The only time Great Britain have won a Test match at what used to be Lang Park and is now the Suncorp Stadium they fielded a rather tasty three-quarter line. It read as follows: Billy Boston, Eric Ashton, Neil Fox and Mick Sullivan - quite possibly the best the country has ever put on to a pitch.
"People talk about the heroes and legends of yesteryear," said the Great Britain coach Brian Noble, when he and his team surveyed the scene last night. "These players have a chance to join them."
They would have a better chance of joining such élite company if they included a well-adjusted Sean Long, let alone a Boston or a Fox. Great Britain must play with the cards they have been dealt and play above all expectations if they are to beat Australia and reach the final of the Tri-Nations next weekend.

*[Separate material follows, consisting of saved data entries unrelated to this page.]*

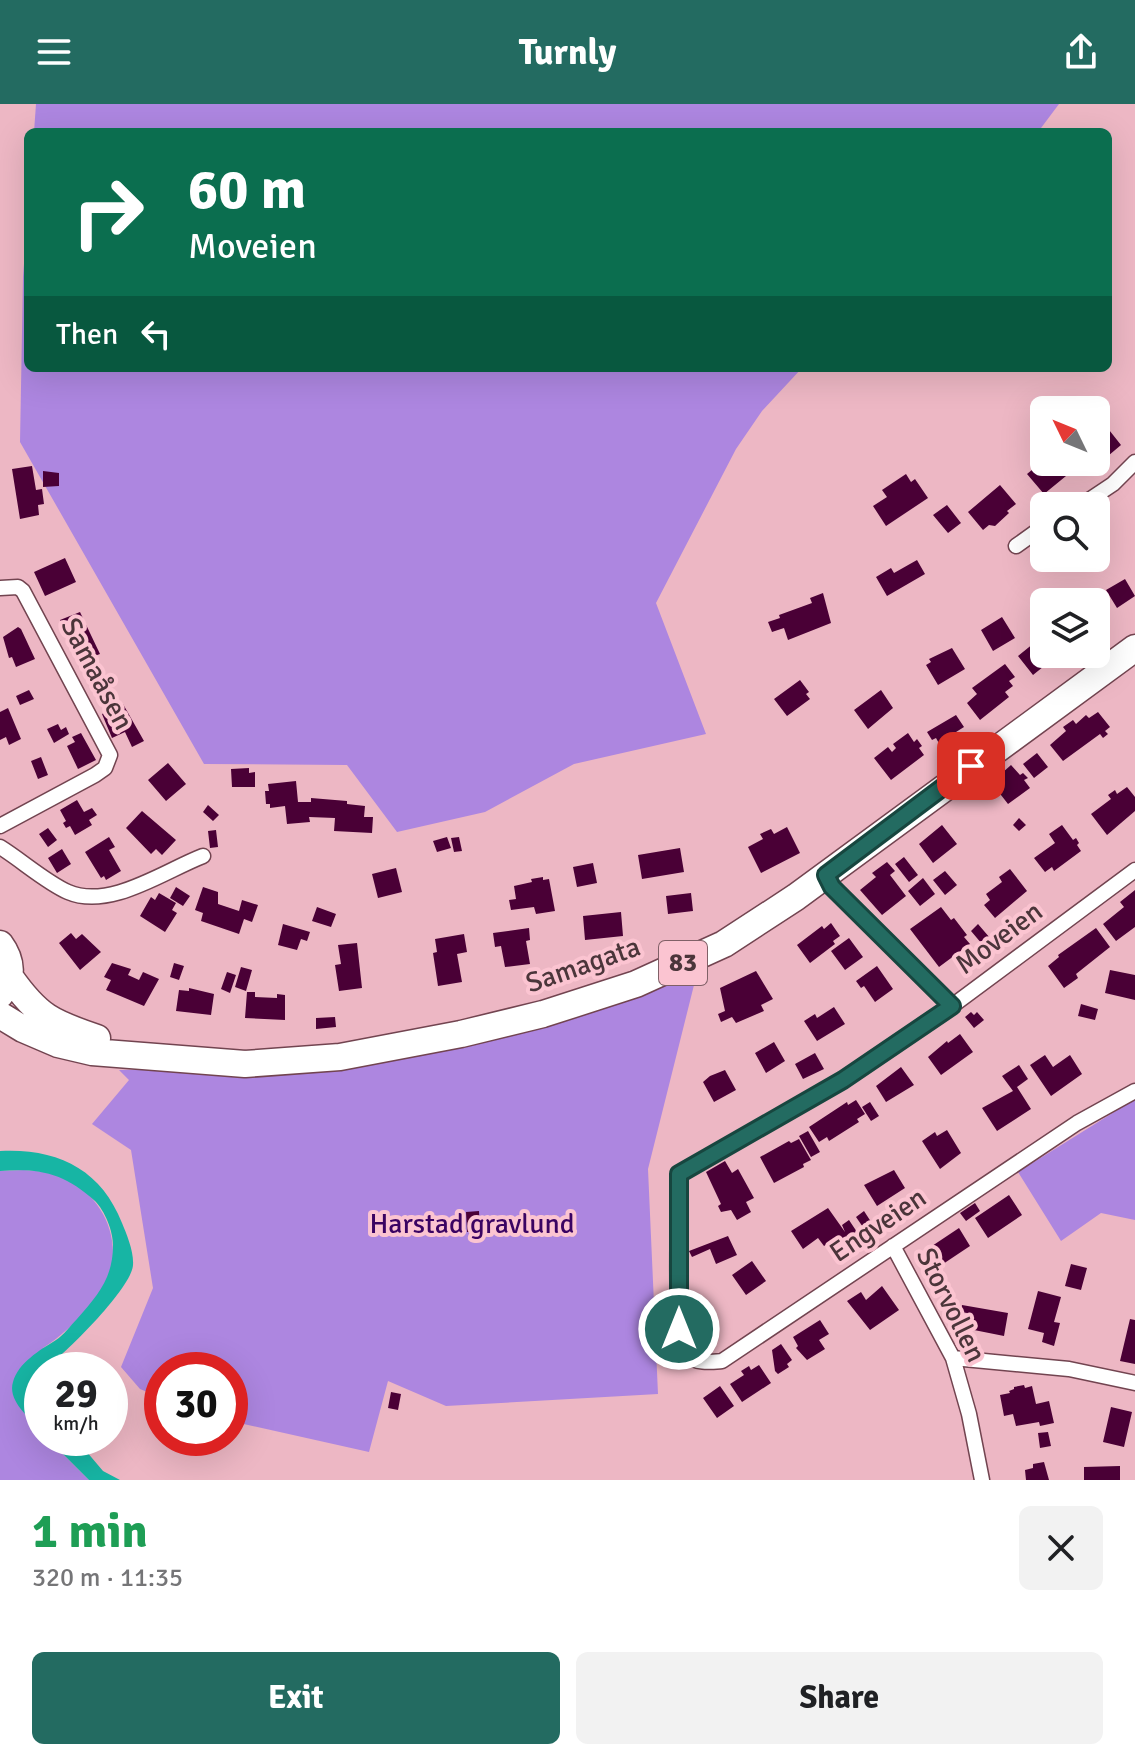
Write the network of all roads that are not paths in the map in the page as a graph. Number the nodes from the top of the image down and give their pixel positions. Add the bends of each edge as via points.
1 (1135, 462) edge
2 (1101, 492) edge
3 (1030, 536) edge
4 (1016, 546) dead end
5 (0, 588) edge
6 (1135, 648) edge
7 (0, 826) edge
8 (0, 847) edge
9 (203, 856) dead end
10 (1135, 870) edge
11 (826, 875) junction
12 (0, 944) edge
13 (5, 986) edge
14 (952, 1006) junction
15 (0, 1015) edge
16 (146, 1055) junction
17 (1135, 1091) edge
18 (893, 1246) junction
19 (678, 1309) joint
20 (953, 1358) junction
21 (1135, 1383) edge
22 (982, 1480) edge

1 - 2 street
3 - 4 street
5 - 7 street, Samaåsen via 23,591 107,746 109,761 95,775
6 - 11 highway, Samagata / 83
8 - 9 street via 67,892 97,897 122,892
10 - 14 street, Moveien
11 - 14 street
11 - 16 highway, Samagata / 83 via 724,944 636,984 543,1014 340,1057 245,1064
12 - 13 highway, 83 via 8,956
13 - 16 highway, Samagata / 83 via 50,1021
14 - 19 street, Moveien via 843,1080 679,1174
15 - 16 highway, Samagata / 83 via 58,1044
17 - 18 street, Engveien via 1077,1123
18 - 19 street, Engveien via 722,1361 695,1361 687,1355
18 - 20 street, Storvollen
20 - 21 street via 1069,1369
20 - 22 street, Storvollen

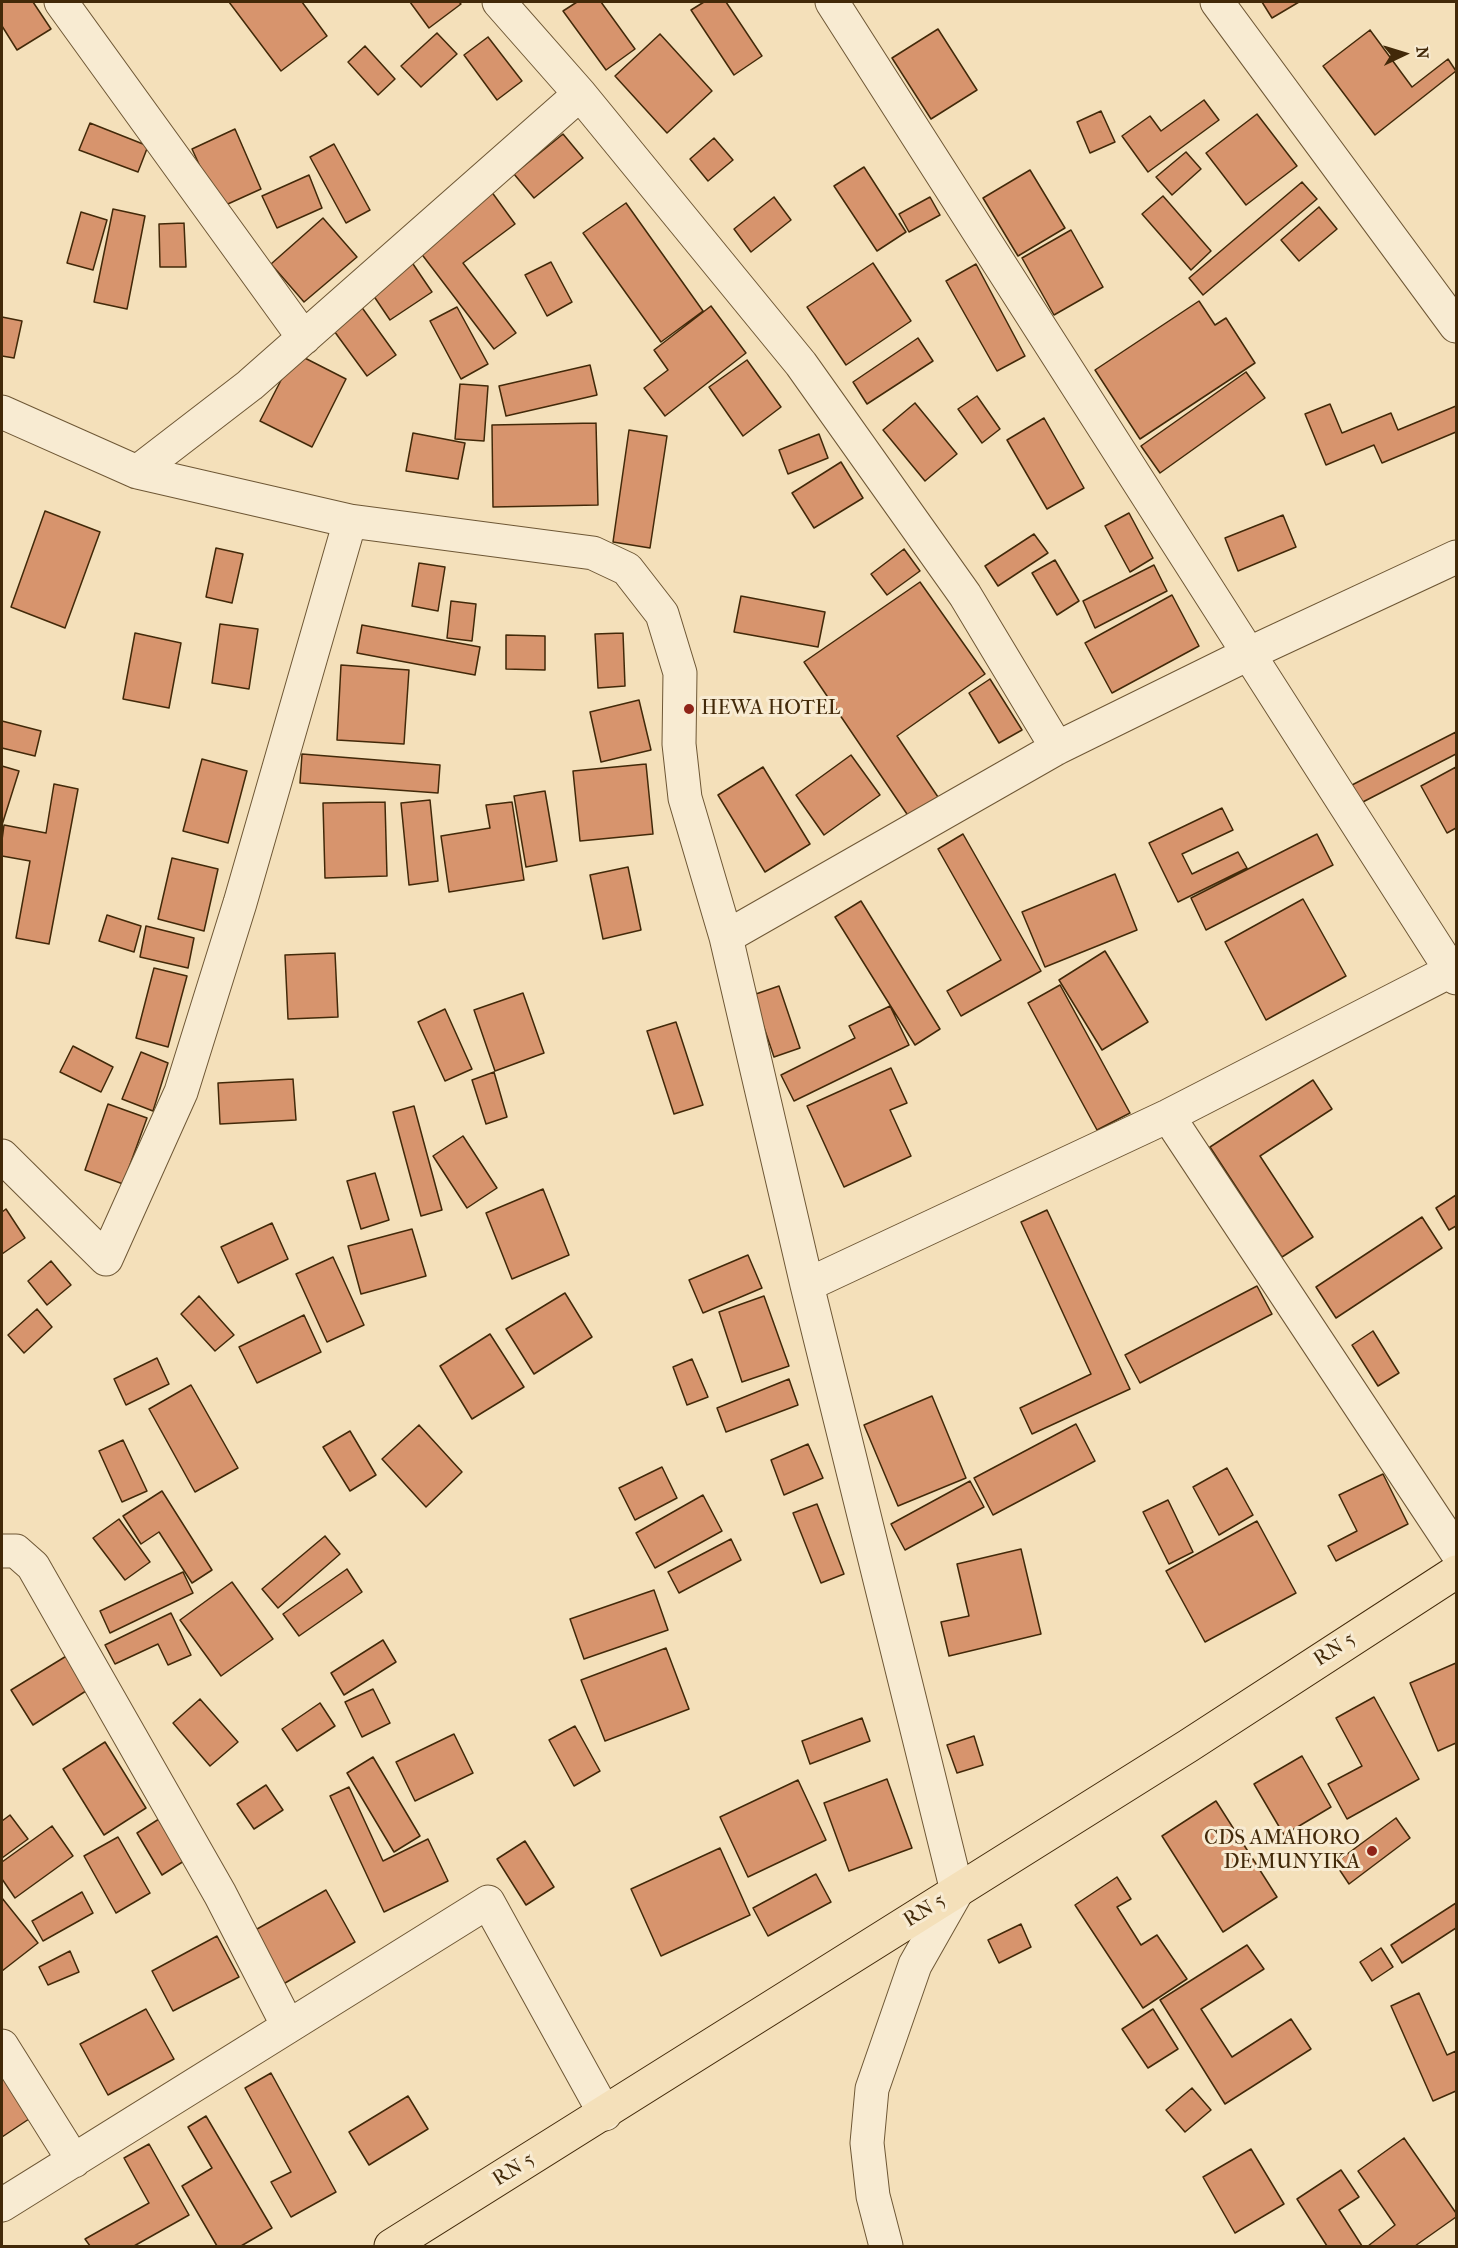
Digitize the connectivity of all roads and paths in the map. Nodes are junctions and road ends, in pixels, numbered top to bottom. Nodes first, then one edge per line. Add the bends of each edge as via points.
1 (61, 2) edge
2 (499, 2) edge
3 (1217, 2) edge
4 (847, 7) edge
5 (580, 94) junction
6 (1456, 326) edge
7 (304, 338) junction
8 (2, 412) edge
9 (137, 472) junction
10 (350, 521) junction
11 (1456, 557) edge
12 (1248, 654) junction
13 (1057, 748) junction
14 (726, 937) junction
15 (1455, 972) edge
16 (1168, 1116) junction
17 (2, 1156) edge
18 (807, 1285) junction
19 (2, 1551) edge
20 (1456, 1551) edge
21 (1456, 1572) edge
22 (957, 1891) junction
23 (288, 2026) junction
24 (2, 2046) edge
25 (605, 2114) junction
26 (74, 2160) junction
27 (2, 2205) edge
28 (392, 2247) edge
29 (886, 2247) edge

1 - 7 street
2 - 5 street
3 - 6 street
4 - 12 street
5 - 7 street
5 - 13 street via 801,364 965,595
7 - 9 street
8 - 9 street
9 - 10 street
10 - 14 street via 593,554 627,569 662,614 680,673 679,744 685,798
10 - 17 street via 240,903 180,1092 106,1259
11 - 12 street
12 - 13 street
12 - 15 street
13 - 14 street
14 - 18 street
15 - 16 street
16 - 18 street
16 - 20 street
18 - 22 street
19 - 23 street via 16,1551 33,1566 220,1894
21 - 22 main road, RN 5 / RN 5
22 - 25 main road, RN 5 / RN 5
22 - 29 street via 915,1965 872,2089 867,2143 873,2196
23 - 25 street via 488,1902
23 - 26 street
24 - 26 street
25 - 28 main road, RN 5 / RN 5
26 - 27 street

"I walked in here tonight and we felt the tension," said Noble. "But the right sort of tension." Noble has walked into this most gladiatorial of rugby league stadiums in the past and felt the same sort of tension. That was in 1984 when he was the captain of the Lions.
"I always claim to have set up a try, because I threw the first pass of the move that ended with Garry Schofield scoring at the other end of the field," he said. "I remember a few beer bottles were flying that night. I hope they give us a better welcome on Saturday." He should not count on it. There will be well over 40,000 in the ground, the vast majority of them the famously partisan Queenslanders, and, as Noble recognises, the Kangaroos are unlikely to let his side "sneak up on them again".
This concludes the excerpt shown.